Data items
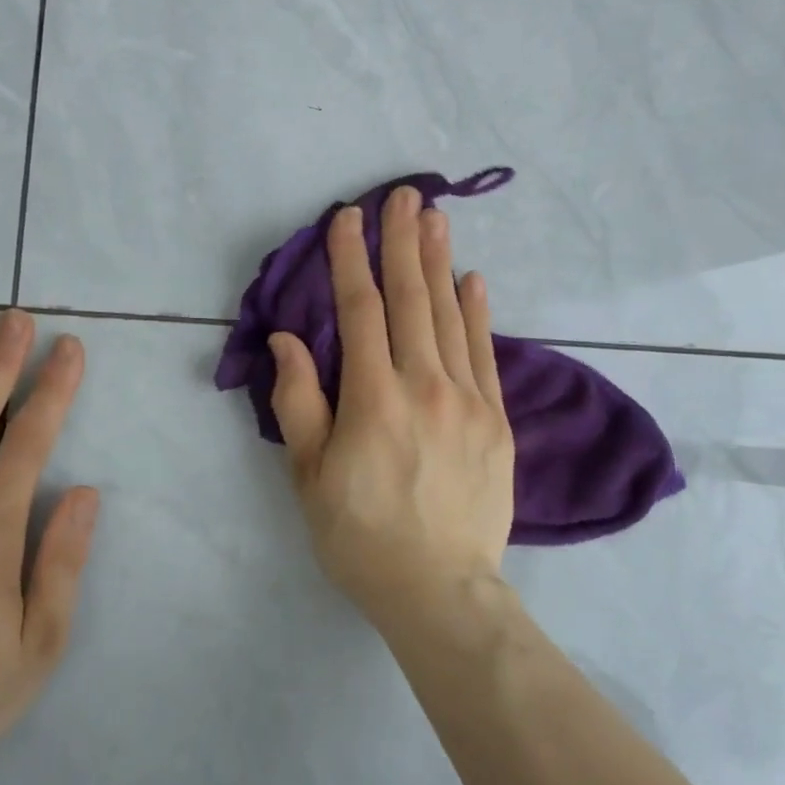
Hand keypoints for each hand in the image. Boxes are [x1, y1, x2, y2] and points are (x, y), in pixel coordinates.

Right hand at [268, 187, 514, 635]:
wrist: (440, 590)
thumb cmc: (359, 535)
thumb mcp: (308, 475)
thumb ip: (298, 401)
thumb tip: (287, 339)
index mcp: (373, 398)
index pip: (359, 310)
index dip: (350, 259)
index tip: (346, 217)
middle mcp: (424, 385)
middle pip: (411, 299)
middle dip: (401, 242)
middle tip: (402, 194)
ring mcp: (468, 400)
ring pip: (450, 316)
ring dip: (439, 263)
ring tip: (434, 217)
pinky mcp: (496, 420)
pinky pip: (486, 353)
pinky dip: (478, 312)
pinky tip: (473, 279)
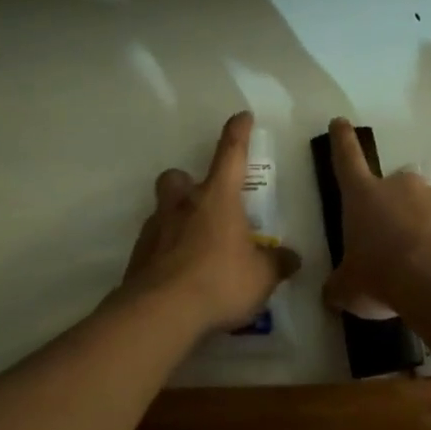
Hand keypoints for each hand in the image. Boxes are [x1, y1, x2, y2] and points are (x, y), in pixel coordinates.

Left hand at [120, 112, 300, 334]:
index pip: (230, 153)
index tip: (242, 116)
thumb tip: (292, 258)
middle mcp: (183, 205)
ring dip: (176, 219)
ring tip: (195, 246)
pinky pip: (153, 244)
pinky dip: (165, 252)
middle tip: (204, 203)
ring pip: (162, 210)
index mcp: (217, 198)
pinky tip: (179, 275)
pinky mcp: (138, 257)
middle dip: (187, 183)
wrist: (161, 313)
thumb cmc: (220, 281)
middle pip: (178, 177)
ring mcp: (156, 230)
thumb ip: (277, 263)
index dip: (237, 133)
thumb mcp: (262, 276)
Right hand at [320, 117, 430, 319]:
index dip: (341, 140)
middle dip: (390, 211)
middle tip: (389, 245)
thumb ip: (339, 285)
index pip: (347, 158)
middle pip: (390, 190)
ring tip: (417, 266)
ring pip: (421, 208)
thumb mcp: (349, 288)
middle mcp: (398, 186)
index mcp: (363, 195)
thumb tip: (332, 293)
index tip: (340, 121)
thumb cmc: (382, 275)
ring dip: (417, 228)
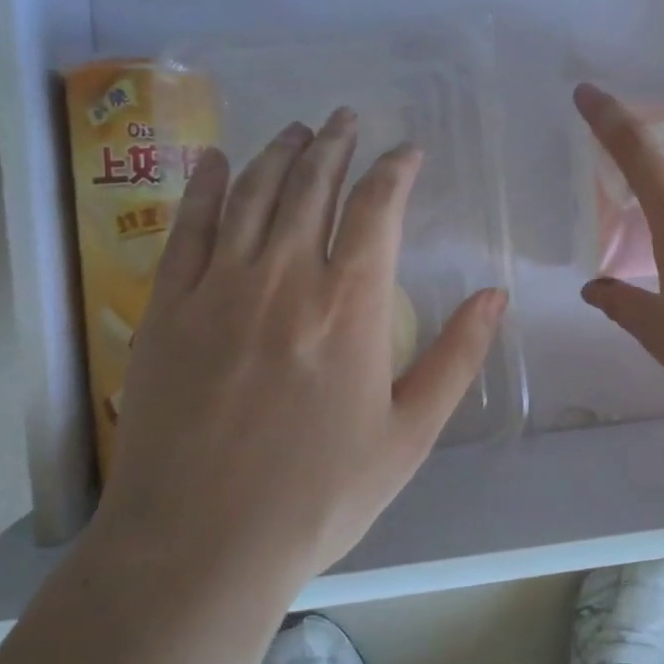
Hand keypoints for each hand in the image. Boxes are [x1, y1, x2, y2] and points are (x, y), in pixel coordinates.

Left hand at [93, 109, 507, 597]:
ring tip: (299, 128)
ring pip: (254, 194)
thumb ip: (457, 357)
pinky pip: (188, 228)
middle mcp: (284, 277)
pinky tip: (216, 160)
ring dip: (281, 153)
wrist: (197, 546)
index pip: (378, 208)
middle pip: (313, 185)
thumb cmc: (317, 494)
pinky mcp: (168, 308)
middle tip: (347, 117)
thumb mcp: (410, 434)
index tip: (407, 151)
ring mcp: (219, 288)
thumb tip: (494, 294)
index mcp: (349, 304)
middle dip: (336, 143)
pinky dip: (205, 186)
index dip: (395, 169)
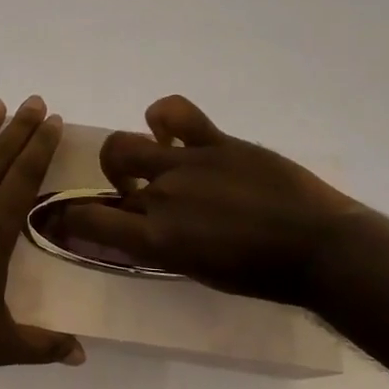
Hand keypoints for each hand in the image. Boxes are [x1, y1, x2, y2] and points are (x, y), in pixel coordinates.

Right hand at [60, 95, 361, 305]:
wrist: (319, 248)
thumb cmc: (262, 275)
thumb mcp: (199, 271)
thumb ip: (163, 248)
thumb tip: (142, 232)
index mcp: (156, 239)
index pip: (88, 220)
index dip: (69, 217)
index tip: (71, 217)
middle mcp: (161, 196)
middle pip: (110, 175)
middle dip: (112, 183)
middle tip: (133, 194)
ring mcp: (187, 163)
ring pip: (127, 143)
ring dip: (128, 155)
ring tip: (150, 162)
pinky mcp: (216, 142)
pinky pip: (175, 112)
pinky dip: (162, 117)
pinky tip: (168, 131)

### Work request
All pictures are to be skipped. Output, word for word, the lines in the data above starting at the line containing "ring tip: (434, 217)" and ending at the line containing "middle mcp: (183, 205)".

### Reply to the exercise
ring tip: (434, 217)
pinky mcp: (496, 420)
pinky pip: (486, 353)
pinky dip: (478, 312)
pinky tip: (473, 279)
Hand keypoints for each hand in the image. Boxes are [x1, y1, x2, y2] and points are (x, y), in pixel coordinates.

Left hand at [120, 112, 300, 334]:
index pip: (230, 153)
index tip: (242, 116)
thumb tip: (292, 258)
middle mcp: (183, 205)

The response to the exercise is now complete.